**Task description**: Within these entries, which lines include the string "Drive"? Copy each one.

(Data for analysis Opens)

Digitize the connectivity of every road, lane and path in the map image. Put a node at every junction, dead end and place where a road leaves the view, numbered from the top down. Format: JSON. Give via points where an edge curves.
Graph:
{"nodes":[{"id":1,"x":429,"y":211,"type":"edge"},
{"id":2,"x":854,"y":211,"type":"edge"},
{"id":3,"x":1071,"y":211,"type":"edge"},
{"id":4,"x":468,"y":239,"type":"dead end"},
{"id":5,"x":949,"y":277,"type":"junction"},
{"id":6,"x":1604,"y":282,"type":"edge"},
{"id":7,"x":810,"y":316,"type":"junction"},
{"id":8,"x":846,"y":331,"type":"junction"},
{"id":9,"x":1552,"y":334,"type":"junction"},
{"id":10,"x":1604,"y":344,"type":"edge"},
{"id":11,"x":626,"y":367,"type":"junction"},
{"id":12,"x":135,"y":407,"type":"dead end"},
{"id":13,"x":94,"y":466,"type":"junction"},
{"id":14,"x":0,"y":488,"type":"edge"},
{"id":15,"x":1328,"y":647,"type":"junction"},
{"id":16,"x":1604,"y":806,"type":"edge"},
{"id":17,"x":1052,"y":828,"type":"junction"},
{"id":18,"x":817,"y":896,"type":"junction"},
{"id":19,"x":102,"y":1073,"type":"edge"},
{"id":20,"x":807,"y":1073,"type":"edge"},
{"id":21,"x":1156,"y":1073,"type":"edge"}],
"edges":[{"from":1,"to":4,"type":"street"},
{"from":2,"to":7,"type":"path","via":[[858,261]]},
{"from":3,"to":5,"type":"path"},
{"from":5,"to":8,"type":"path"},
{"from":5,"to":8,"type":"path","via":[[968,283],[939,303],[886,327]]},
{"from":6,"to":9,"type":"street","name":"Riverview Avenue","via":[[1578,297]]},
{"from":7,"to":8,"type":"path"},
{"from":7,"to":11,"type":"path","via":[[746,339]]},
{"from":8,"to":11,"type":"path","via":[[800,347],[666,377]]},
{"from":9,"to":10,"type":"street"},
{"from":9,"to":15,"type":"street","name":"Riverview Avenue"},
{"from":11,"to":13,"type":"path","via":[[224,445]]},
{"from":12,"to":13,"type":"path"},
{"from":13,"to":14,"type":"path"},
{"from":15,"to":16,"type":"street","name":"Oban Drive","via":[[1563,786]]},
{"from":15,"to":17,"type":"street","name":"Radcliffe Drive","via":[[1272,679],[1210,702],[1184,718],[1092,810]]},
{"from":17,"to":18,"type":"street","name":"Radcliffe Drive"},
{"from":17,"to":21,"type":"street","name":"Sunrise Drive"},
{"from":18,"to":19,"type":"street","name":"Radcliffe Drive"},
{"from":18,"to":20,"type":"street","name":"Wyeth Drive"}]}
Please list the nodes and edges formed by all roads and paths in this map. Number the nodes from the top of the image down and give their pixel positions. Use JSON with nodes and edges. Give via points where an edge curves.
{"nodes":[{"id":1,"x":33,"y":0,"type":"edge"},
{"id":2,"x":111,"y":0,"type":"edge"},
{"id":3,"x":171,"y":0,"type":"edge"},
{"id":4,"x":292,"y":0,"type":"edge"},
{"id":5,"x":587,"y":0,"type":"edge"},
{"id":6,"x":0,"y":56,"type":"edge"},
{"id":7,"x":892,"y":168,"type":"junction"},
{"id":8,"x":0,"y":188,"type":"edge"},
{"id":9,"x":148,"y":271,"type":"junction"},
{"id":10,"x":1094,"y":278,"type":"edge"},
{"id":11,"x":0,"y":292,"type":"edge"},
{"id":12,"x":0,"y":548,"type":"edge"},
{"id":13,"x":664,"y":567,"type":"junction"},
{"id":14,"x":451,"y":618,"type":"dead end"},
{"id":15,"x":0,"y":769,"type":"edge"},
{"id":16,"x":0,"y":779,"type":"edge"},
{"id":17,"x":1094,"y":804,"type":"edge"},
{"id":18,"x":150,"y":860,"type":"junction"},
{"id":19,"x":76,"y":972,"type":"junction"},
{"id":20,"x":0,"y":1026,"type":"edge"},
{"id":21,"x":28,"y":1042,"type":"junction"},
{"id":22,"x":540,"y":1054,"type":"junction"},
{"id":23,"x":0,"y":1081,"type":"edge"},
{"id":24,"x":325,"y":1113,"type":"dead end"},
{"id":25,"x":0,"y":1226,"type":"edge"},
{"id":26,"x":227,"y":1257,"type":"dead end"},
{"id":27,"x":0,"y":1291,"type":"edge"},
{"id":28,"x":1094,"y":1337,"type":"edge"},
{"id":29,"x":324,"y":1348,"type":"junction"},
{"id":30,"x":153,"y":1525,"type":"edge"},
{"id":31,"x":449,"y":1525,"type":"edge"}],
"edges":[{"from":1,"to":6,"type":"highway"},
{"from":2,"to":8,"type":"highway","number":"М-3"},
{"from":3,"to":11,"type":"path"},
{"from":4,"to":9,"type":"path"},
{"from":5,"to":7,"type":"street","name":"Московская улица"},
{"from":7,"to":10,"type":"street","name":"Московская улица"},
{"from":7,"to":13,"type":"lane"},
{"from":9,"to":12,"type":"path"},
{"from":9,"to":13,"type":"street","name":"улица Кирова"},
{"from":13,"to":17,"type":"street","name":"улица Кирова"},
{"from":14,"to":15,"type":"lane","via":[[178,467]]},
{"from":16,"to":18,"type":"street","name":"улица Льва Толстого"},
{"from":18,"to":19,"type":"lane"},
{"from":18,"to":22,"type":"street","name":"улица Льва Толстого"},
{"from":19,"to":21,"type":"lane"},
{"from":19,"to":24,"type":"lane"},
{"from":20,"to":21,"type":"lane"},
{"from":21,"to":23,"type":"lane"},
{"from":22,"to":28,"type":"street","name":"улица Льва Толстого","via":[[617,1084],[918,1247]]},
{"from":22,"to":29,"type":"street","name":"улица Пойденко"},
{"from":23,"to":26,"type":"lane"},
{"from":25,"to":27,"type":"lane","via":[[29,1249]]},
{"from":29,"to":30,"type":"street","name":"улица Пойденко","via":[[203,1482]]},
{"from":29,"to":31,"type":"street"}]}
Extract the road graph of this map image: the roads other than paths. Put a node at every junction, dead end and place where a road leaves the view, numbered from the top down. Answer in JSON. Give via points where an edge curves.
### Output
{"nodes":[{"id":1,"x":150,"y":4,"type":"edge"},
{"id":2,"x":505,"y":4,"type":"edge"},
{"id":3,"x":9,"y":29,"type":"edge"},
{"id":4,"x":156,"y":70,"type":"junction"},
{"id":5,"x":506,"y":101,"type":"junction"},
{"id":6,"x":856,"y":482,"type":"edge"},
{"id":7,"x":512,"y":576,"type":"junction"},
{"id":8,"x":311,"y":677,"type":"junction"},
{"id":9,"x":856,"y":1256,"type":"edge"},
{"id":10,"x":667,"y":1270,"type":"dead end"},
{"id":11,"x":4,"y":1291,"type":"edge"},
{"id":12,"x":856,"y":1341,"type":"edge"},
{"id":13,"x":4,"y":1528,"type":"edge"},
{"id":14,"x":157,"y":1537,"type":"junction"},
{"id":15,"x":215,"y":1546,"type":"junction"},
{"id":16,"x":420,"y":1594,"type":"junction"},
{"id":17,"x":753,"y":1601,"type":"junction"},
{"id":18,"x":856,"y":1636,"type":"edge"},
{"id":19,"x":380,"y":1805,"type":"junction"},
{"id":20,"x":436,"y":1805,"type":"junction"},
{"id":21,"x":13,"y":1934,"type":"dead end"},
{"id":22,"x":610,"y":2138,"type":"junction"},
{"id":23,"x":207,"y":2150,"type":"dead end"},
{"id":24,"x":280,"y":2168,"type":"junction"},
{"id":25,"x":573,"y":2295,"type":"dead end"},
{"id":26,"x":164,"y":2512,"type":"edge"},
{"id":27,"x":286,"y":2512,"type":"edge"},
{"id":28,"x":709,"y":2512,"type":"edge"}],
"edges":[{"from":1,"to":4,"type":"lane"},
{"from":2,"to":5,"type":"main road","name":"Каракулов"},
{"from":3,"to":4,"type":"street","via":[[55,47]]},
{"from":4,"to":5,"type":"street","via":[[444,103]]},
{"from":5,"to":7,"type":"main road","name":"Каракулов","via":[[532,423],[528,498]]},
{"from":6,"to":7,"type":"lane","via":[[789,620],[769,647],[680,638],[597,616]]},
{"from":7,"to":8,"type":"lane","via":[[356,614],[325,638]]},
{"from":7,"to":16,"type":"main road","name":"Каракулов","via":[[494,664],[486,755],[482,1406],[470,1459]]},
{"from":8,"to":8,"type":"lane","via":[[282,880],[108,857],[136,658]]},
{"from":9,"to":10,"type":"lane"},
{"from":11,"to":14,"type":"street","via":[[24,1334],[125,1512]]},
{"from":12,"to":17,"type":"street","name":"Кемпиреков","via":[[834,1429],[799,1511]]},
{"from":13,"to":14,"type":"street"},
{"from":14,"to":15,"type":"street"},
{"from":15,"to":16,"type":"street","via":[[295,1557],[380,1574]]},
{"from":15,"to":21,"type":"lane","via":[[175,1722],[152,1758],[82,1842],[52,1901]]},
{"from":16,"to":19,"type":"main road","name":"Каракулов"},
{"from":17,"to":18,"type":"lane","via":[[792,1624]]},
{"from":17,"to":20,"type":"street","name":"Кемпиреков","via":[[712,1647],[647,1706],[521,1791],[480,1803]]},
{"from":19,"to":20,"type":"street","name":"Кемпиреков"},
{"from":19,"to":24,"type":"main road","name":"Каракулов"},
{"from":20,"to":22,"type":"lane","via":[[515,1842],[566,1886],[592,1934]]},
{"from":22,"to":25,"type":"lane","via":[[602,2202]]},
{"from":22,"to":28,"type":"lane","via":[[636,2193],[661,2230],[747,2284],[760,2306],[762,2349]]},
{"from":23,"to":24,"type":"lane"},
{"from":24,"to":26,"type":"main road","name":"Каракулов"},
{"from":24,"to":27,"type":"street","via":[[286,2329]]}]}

(Data for analysis Closes)

**Solution below**:
{"from":15,"to":16,"type":"street","name":"Oban Drive","via":[[1563,786]]},
{"from":15,"to":17,"type":"street","name":"Radcliffe Drive","via":[[1272,679],[1210,702],[1184,718],[1092,810]]},
{"from":17,"to":18,"type":"street","name":"Radcliffe Drive"},
{"from":17,"to":21,"type":"street","name":"Sunrise Drive"},
{"from":18,"to":19,"type":"street","name":"Radcliffe Drive"},
{"from":18,"to":20,"type":"street","name":"Wyeth Drive"}]}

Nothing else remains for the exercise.